Phase Callbacks

Integrating your own code into an already existing training pipeline can draw much effort on the user's end. To tackle this challenge, a list of callables triggered at specific points of the training code can be passed through training_params.phase_calbacks_list when calling Trainer.train(...).

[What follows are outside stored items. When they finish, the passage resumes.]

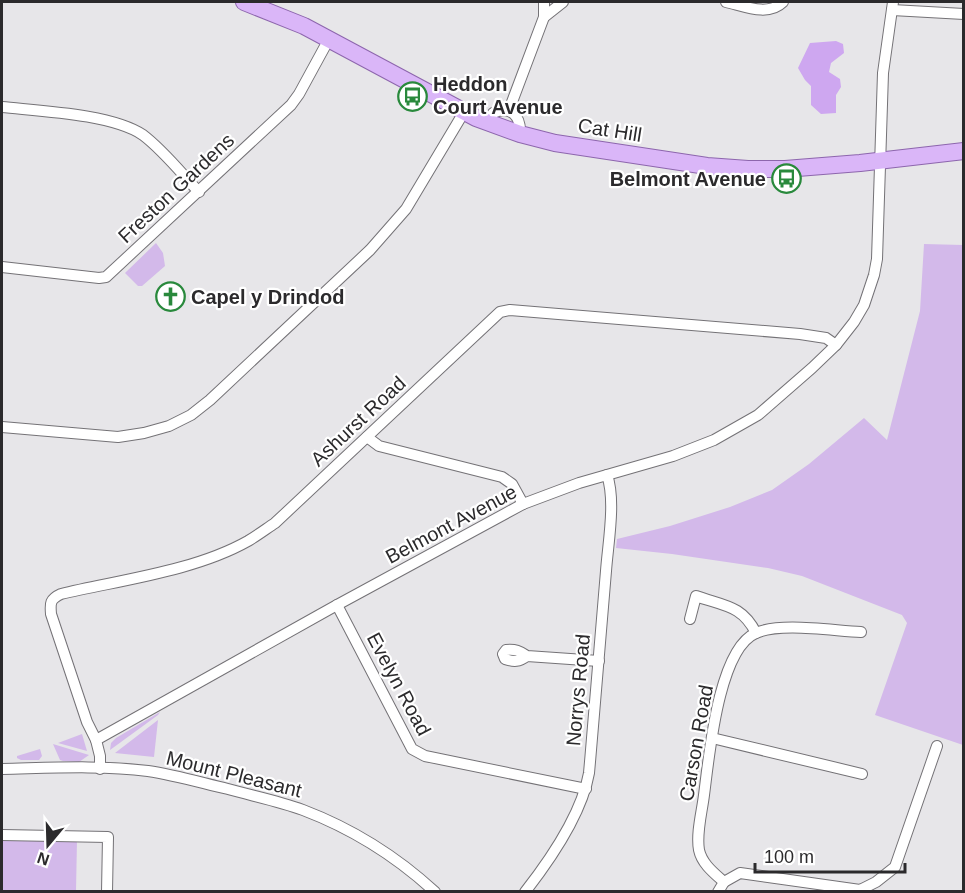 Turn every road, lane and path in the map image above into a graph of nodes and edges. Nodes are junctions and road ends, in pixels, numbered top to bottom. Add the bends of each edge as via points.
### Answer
1 (244, 2) edge
2 (544, 2) edge
3 (563, 2) edge
4 (726, 2) edge
5 (783, 2) edge
6 (892, 6) edge
7 (963, 14) edge
8 (544, 16) junction
9 (329, 39) junction
10 (2, 107) edge
11 (509, 110) junction
12 (464, 112) junction
13 (488, 123) junction
14 (520, 134) junction
15 (963, 151) edge
16 (880, 161) junction
17 (198, 192) junction
18 (2, 267) edge
19 (836, 345) junction
20 (2, 427) edge
21 (367, 437) junction
22 (606, 475) junction
23 (523, 504) junction
24 (337, 605) junction
25 (690, 619) dead end
26 (861, 632) dead end
27 (756, 633) junction
28 (527, 656) dead end
29 (599, 661) junction
30 (712, 738) junction
31 (96, 740) junction
32 (937, 746) dead end
33 (2, 769) edge
34 (100, 769) junction
35 (862, 774) dead end
36 (586, 789) junction
37 (2, 835) edge
38 (721, 887) edge
39 (107, 891) edge
40 (435, 891) edge
41 (525, 891) edge

1 - 9 main road, Cat Hill
2 - 8 street
3 - 8 street
4 - 5 street via 766,10
6 - 7 street
6 - 16 street, Belmont Avenue via 883,73
8 - 11 street
9 - 12 main road, Cat Hill
9 - 17 street, Freston Gardens via 291,105
10 - 17 street via 127,127 153,144
11 - 13 street via 493,113
11 - 14 street via 519,120
12 - 13 main road, Cat Hill
12 - 20 street via 406,209 370,250 191,415 169,426 118,437
13 - 14 main road, Cat Hill
14 - 16 main road, Cat Hill via 706,166 785,169
15 - 16 main road, Cat Hill
16 - 19 street, Belmont Avenue via 874,275 864,305
17 - 18 street, Freston Gardens via 106,276
19 - 21 street, Ashurst Road via 826,338 800,334 510,310 500,312
19 - 22 street, Belmont Avenue via 758,415 714,440
21 - 23 street via 379,446 508,479
21 - 31 street, Ashurst Road via 275,523 247,541 180,567 53,597 51,614
22 - 23 street, Belmont Avenue
22 - 29 street, Norrys Road via 610,495
23 - 24 street, Belmont Avenue
24 - 31 street, Belmont Avenue
24 - 36 street, Evelyn Road via 412,749 425,756
25 - 27 street via 696,597 737,610
26 - 27 street via 789,628
27 - 30 street, Carson Road via 742,643 719,695
28 - 29 street
29 - 36 street, Norrys Road
30 - 35 street
30 - 38 street, Carson Road via 699,850
31 - 34 street
32 - 38 street via 895,867 876,882 860,890 740,873
33 - 34 street, Mount Pleasant
34 - 40 street, Mount Pleasant via 148,771 301,809 384,850
36 - 41 street, Norrys Road via 576,813
37 - 39 street via 108,837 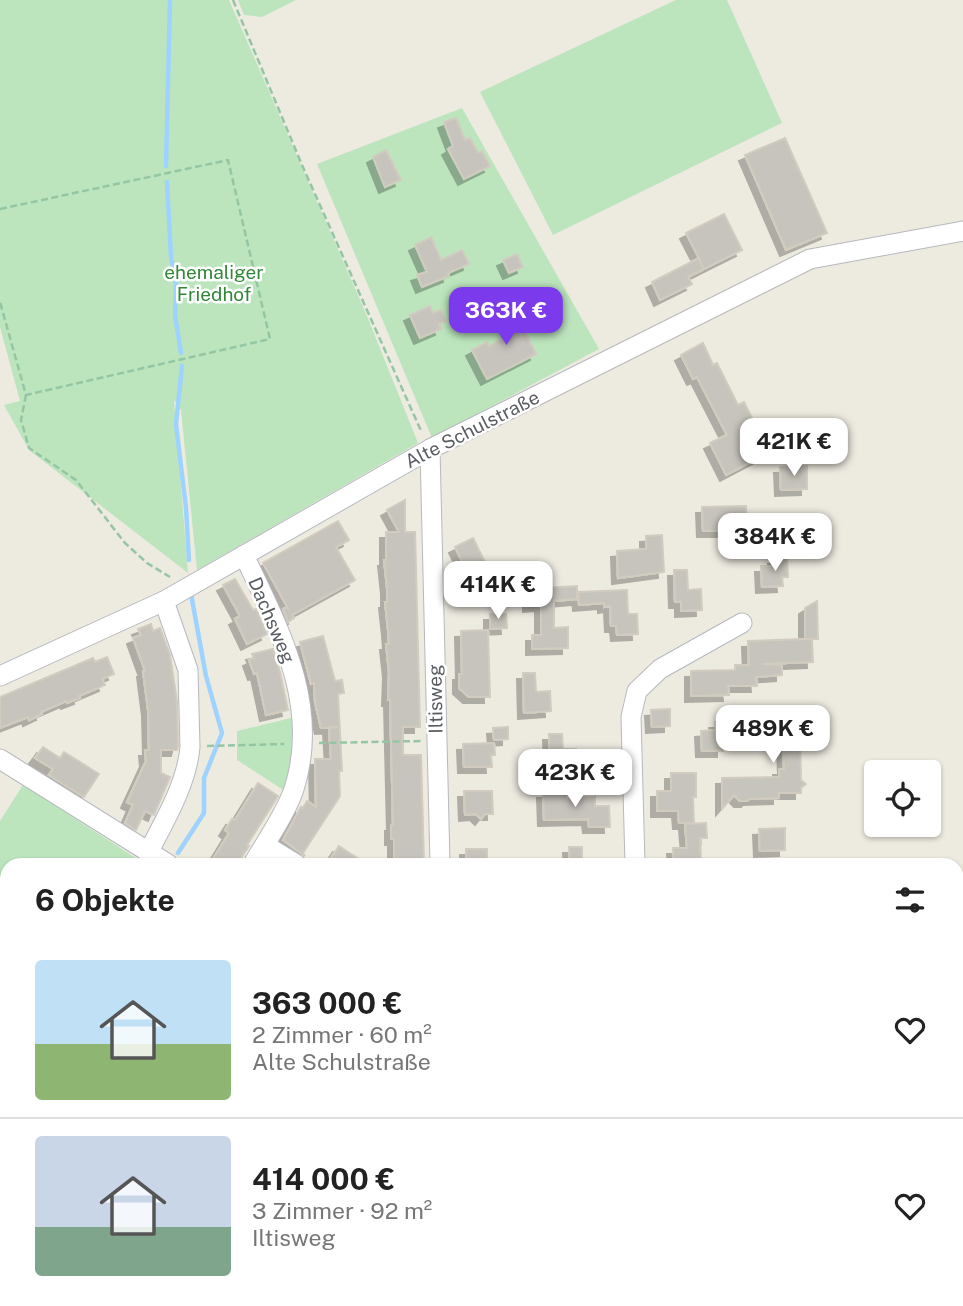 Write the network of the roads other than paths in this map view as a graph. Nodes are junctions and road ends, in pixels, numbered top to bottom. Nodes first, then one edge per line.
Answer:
1 (963, 230) edge
2 (430, 449) junction
3 (244, 555) junction
4 (164, 601) junction
5 (742, 623) dead end
6 (0, 676) edge
7 (0, 759) edge
8 (265, 845) junction
9 (149, 851) junction
10 (159, 858) edge
11 (257, 858) edge
12 (286, 858) edge
13 (440, 858) edge
14 (635, 858) edge

1 - 2 street, Alte Schulstraße
2 - 3 street, Alte Schulstraße
2 - 13 street, Iltisweg
3 - 4 street, Alte Schulstraße
3 - 8 street, Dachsweg
4 - 6 street, Alte Schulstraße
4 - 9 street
5 - 14 street
7 - 9 street
8 - 11 street, Dachsweg
8 - 12 street
9 - 10 street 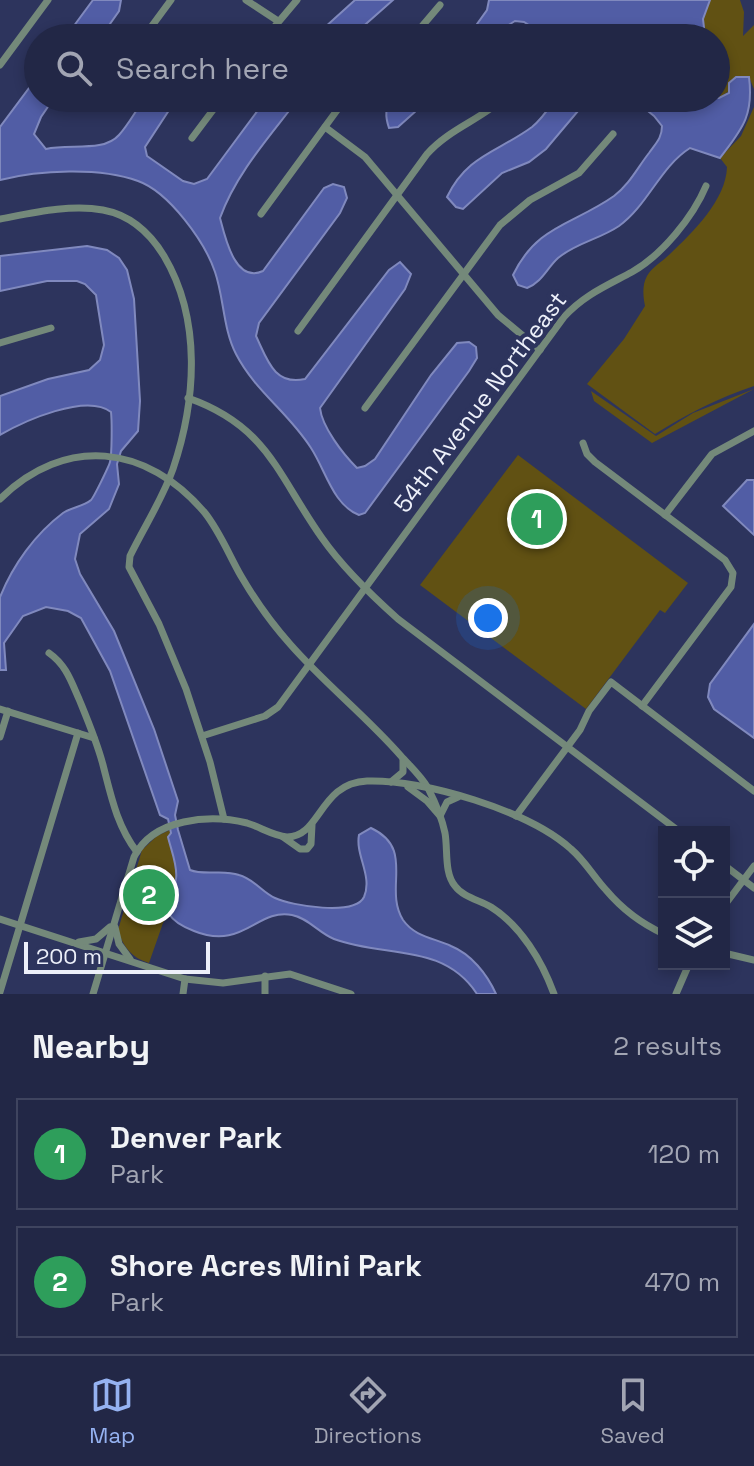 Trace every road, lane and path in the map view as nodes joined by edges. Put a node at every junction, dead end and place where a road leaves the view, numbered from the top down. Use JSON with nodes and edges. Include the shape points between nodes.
{"nodes":[{"id":1,"x":48,"y":0,"type":"edge"},
{"id":2,"x":171,"y":0,"type":"edge"},
{"id":3,"x":246,"y":0,"type":"edge"},
{"id":4,"x":297,"y":0,"type":"edge"},
{"id":5,"x":440,"y":5,"type":"dead end"},
{"id":6,"x":278,"y":21,"type":"junction"},
{"id":7,"x":30,"y":24,"type":"edge"},
{"id":8,"x":153,"y":24,"type":"edge"},
{"id":9,"x":276,"y":24,"type":"edge"},
{"id":10,"x":424,"y":24,"type":"edge"},
{"id":11,"x":24,"y":32,"type":"edge"},
{"id":12,"x":0,"y":65,"type":"edge"},
{"id":13,"x":212,"y":112,"type":"edge"},
{"id":14,"x":336,"y":112,"type":"edge"},
{"id":15,"x":487,"y":112,"type":"edge"},
{"id":16,"x":325,"y":127,"type":"junction"},
{"id":17,"x":613,"y":134,"type":"dead end"},
{"id":18,"x":192,"y":138,"type":"dead end"},
{"id":19,"x":706,"y":186,"type":"dead end"},
{"id":20,"x":397,"y":194,"type":"junction"},
{"id":21,"x":261,"y":214,"type":"dead end"},
{"id":22,"x":0,"y":219,"type":"edge"},
{"id":23,"x":463,"y":273,"type":"junction"},
{"id":24,"x":51,"y":328,"type":"dead end"},
{"id":25,"x":298,"y":331,"type":"dead end"},
{"id":26,"x":0,"y":343,"type":"edge"},
{"id":27,"x":540,"y":350,"type":"junction"},
{"id":28,"x":188,"y":398,"type":"junction"},
{"id":29,"x":365,"y":408,"type":"dead end"},
{"id":30,"x":754,"y":431,"type":"edge"},
{"id":31,"x":583,"y":443,"type":"dead end"},
{"id":32,"x":169,"y":481,"type":"junction"},
{"id":33,"x":0,"y":499,"type":"edge"},
{"id":34,"x":665,"y":515,"type":"junction"},
{"id":35,"x":365,"y":590,"type":"junction"},
{"id":36,"x":49,"y":653,"type":"dead end"},
{"id":37,"x":309,"y":665,"type":"junction"},
{"id":38,"x":642,"y":706,"type":"junction"},
{"id":39,"x":4,"y":710,"type":"edge"},
{"id":40,"x":78,"y":733,"type":"junction"},
{"id":41,"x":202,"y":736,"type":"junction"},
{"id":42,"x":0,"y":737,"type":"edge"},
{"id":43,"x":94,"y":738,"type":"junction"},
{"id":44,"x":567,"y":747,"type":"junction"},
{"id":45,"x":403,"y":759,"type":"junction"},
{"id":46,"x":391,"y":782,"type":"junction"},
{"id":47,"x":404,"y":784,"type":"junction"},
{"id":48,"x":428,"y":788,"type":"junction"},
{"id":49,"x":754,"y":791,"type":"edge"},
{"id":50,"x":461,"y":797,"type":"junction"},
{"id":51,"x":440,"y":816,"type":"junction"},
{"id":52,"x":516,"y":816,"type":"junction"},
{"id":53,"x":224,"y":819,"type":"junction"},
{"id":54,"x":312,"y":825,"type":"junction"},
{"id":55,"x":672,"y":826,"type":"edge"},
{"id":56,"x":283,"y":836,"type":"junction"},
{"id":57,"x":137,"y":852,"type":"junction"},
{"id":58,"x":754,"y":866,"type":"edge"},
{"id":59,"x":730,"y":870,"type":"edge"},
{"id":60,"x":744,"y":880,"type":"junction"},
{"id":61,"x":754,"y":888,"type":"edge"},
{"id":62,"x":730,"y":898,"type":"edge"},
{"id":63,"x":0,"y":919,"type":"edge"},
{"id":64,"x":114,"y":923,"type":"junction"},
{"id":65,"x":20,"y":925,"type":"junction"},
{"id":66,"x":658,"y":930,"type":"edge"},
{"id":67,"x":76,"y":942,"type":"junction"},
{"id":68,"x":106,"y":951,"type":"junction"},
{"id":69,"x":730,"y":954,"type":"edge"},
{"id":70,"x":131,"y":960,"type":"junction"},
{"id":71,"x":754,"y":960,"type":"edge"},
{"id":72,"x":686,"y":970,"type":"edge"},
{"id":73,"x":265,"y":976,"type":"junction"},
{"id":74,"x":185,"y":979,"type":"junction"},
{"id":75,"x":0,"y":992,"type":"edge"},
{"id":76,"x":93,"y":994,"type":"edge"},
{"id":77,"x":183,"y":994,"type":"edge"},
{"id":78,"x":265,"y":994,"type":"edge"},
{"id":79,"x":350,"y":994,"type":"edge"},
{"id":80,"x":554,"y":994,"type":"edge"},
{"id":81,"x":676,"y":994,"type":"edge"}],
"edges":[{"from":1,"to":7,"type":"street"},
{"from":2,"to":8,"type":"street"},
{"from":3,"to":6,"type":"street"},
{"from":4,"to":6,"type":"street"},
{"from":5,"to":10,"type":"street"},
{"from":6,"to":9,"type":"street"},
{"from":11,"to":12,"type":"street"},
{"from":13,"to":18,"type":"street"},
{"from":14,"to":16,"type":"street"},
{"from":15,"to":20,"type":"street","via":[[437,143]]},
{"from":16,"to":20,"type":"street","via":[[365,157]]},
{"from":16,"to":21,"type":"street"},
{"from":17,"to":23,"type":"street","via":[[579,173],[510,215]]},
{"from":19,"to":27,"type":"street","name":"54th Avenue Northeast","via":[[657,254],[584,297]]},
{"from":20,"to":23,"type":"street"},
{"from":20,"to":25,"type":"street"},
{"from":22,"to":28,"type":"street","via":[[95,209],[140,227],[172,270],[187,313]]},
{"from":23,"to":27,"type":"street","via":[[498,315]]},
{"from":23,"to":29,"type":"street"},
{"from":24,"to":26,"type":"street"},
{"from":27,"to":35,"type":"street","name":"54th Avenue Northeast"},
{"from":28,"to":32,"type":"street"},
{"from":28,"to":35,"type":"street","via":[[227,415],[264,447],[322,539]]},
{"from":30,"to":34,"type":"street","via":[[712,454]]},
{"from":31,"to":34,"type":"street","via":[[595,462]]},
{"from":32,"to":33,"type":"street","via":[[105,455],[64,460],[31,472]]},
{"from":32,"to":37,"type":"street","via":[[212,522],[257,601]]},
{"from":32,"to":41,"type":"street","via":[[129,567],[174,658]]},
{"from":34,"to":38,"type":"street","via":[[729,564],[733,573],[731,587]]},
{"from":35,"to":37,"type":"street","name":"54th Avenue Northeast"},
{"from":35,"to":44,"type":"street"},
{"from":36,"to":43,"type":"street","via":[[66,669]]},
{"from":37,"to":41,"type":"street","name":"54th Avenue Northeast","via":[[270,714]]},
{"from":37,"to":45,"type":"street"},
{"from":38,"to":44,"type":"street","via":[[611,682]]},
{"from":38,"to":49,"type":"street"},
{"from":39,"to":40,"type":"street"},
{"from":39,"to":42,"type":"street"},
{"from":40,"to":43,"type":"street"},
{"from":40,"to":65,"type":"street"},
{"from":41,"to":53,"type":"street"},
{"from":43,"to":57,"type":"street","via":[[113,805]]},
{"from":44,"to":52,"type":"street"},
{"from":44,"to":55,"type":"street"},
{"from":45,"to":46,"type":"street","via":[[403,772]]},
{"from":45,"to":48,"type":"street"},
{"from":46,"to":47,"type":"street"},
{"from":46,"to":54,"type":"street","via":[[345,786],[326,801]]},
{"from":47,"to":48,"type":"street"},
{"from":47,"to":51,"type":"street"},
{"from":48,"to":50,"type":"street"},
{"from":48,"to":51,"type":"street"},
{"from":50,"to":51,"type":"street","via":[[447,802]]},
{"from":50,"to":52,"type":"street"},
{"from":51,"to":80,"type":"street","via":[[453,884],[513,926]]},
{"from":52,"to":66,"type":"street","via":[[559,839],[625,909]]},
{"from":53,"to":56,"type":"street"},
{"from":53,"to":57,"type":"street","via":[[169,827],[153,834]]},
{"from":54,"to":56,"type":"street","via":[[300,834]]},
{"from":54,"to":56,"type":"street","via":[[307,849]]},
{"from":57,"to":64,"type":"street"},
{"from":58,"to":60,"type":"street"},
{"from":59,"to":60,"type":"street"},
{"from":60,"to":61,"type":"street"},
{"from":60,"to":62,"type":"street"},
{"from":63,"to":65,"type":"street"},
{"from":64,"to":67,"type":"street","via":[[96,939]]},
{"from":64,"to":68,"type":"street"},
{"from":64,"to":70,"type":"street","via":[[119,944]]},
{"from":65,"to":67,"type":"street"},
{"from":65,"to":75,"type":"street"},
{"from":67,"to":68,"type":"street"},
{"from":68,"to":70,"type":"street"},
{"from":68,"to":76,"type":"street"},
{"from":69,"to":71,"type":"street"},
{"from":70,"to":74,"type":"street"},
{"from":72,"to":81,"type":"street"},
{"from":73,"to":74,"type":"street","via":[[223,983]]},
{"from":73,"to":78,"type":"street"},
{"from":73,"to":79,"type":"street","via":[[290,974]]},
{"from":74,"to":77,"type":"street"}]}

SG's super_gradients.training.utils.callbacks module implements some common use cases as callbacks:

ModelConversionCheckCallback
LRCallbackBase
LinearEpochLRWarmup
LinearBatchLRWarmup
StepLRScheduler
ExponentialLRScheduler
PolyLRScheduler
CosineLRScheduler
FunctionLRScheduler
LRSchedulerCallback
DetectionVisualizationCallback
BinarySegmentationVisualizationCallback
TrainingStageSwitchCallbackBase
YoloXTrainingStageSwitchCallback

For example, the YoloX's COCO detection training recipe uses YoloXTrainingStageSwitchCallback to turn off augmentations and incorporate L1 loss starting from epoch 285:

super_gradients/recipes/training_hyperparams/coco2017_yolox_train_params.yaml:

max_epochs: 300
...

loss: YoloXDetectionLoss

...

phase_callbacks:
  - YoloXTrainingStageSwitchCallback:
      next_stage_start_epoch: 285
...

Another example is how we use BinarySegmentationVisualizationCallback to visualize predictions during training in the Segmentation Transfer Learning Notebook:

How Callbacks work

Callback implements the following methods:

# super_gradients.training.utils.callbacks.base_callbacks.Callback
class Callback:
    def on_training_start(self, context: PhaseContext) -> None: pass
    def on_train_loader_start(self, context: PhaseContext) -> None: pass
    def on_train_batch_start(self, context: PhaseContext) -> None: pass
    def on_train_batch_loss_end(self, context: PhaseContext) -> None: pass
    def on_train_batch_backward_end(self, context: PhaseContext) -> None: pass
    def on_train_batch_gradient_step_start(self, context: PhaseContext) -> None: pass
    def on_train_batch_gradient_step_end(self, context: PhaseContext) -> None: pass
    def on_train_batch_end(self, context: PhaseContext) -> None: pass
    def on_train_loader_end(self, context: PhaseContext) -> None: pass
    def on_validation_loader_start(self, context: PhaseContext) -> None: pass
    def on_validation_batch_start(self, context: PhaseContext) -> None: pass
    def on_validation_batch_end(self, context: PhaseContext) -> None: pass
    def on_validation_loader_end(self, context: PhaseContext) -> None: pass
    def on_validation_end_best_epoch(self, context: PhaseContext) -> None: pass
    def on_test_loader_start(self, context: PhaseContext) -> None: pass
    def on_test_batch_start(self, context: PhaseContext) -> None: pass
    def on_test_batch_end(self, context: PhaseContext) -> None: pass
    def on_test_loader_end(self, context: PhaseContext) -> None: pass
    def on_training_end(self, context: PhaseContext) -> None: pass

The order of the events is as follows:

on_training_start(context)                              # called once before training starts, good for setting up the warmup LR

    for epoch in range(epochs):
        on_train_loader_start(context)
            for batch in train_loader:
                on_train_batch_start(context)
                on_train_batch_loss_end(context)               # called after loss has been computed
                on_train_batch_backward_end(context)           # called after .backward() was called
                on_train_batch_gradient_step_start(context)    # called before the optimizer step about to happen (gradient clipping, logging of gradients)
                on_train_batch_gradient_step_end(context)      # called after gradient step was done, good place to update LR (for step-based schedulers)
                on_train_batch_end(context)
        on_train_loader_end(context)

        on_validation_loader_start(context)
            for batch in validation_loader:
                on_validation_batch_start(context)
                on_validation_batch_end(context)
        on_validation_loader_end(context)
        on_validation_end_best_epoch(context)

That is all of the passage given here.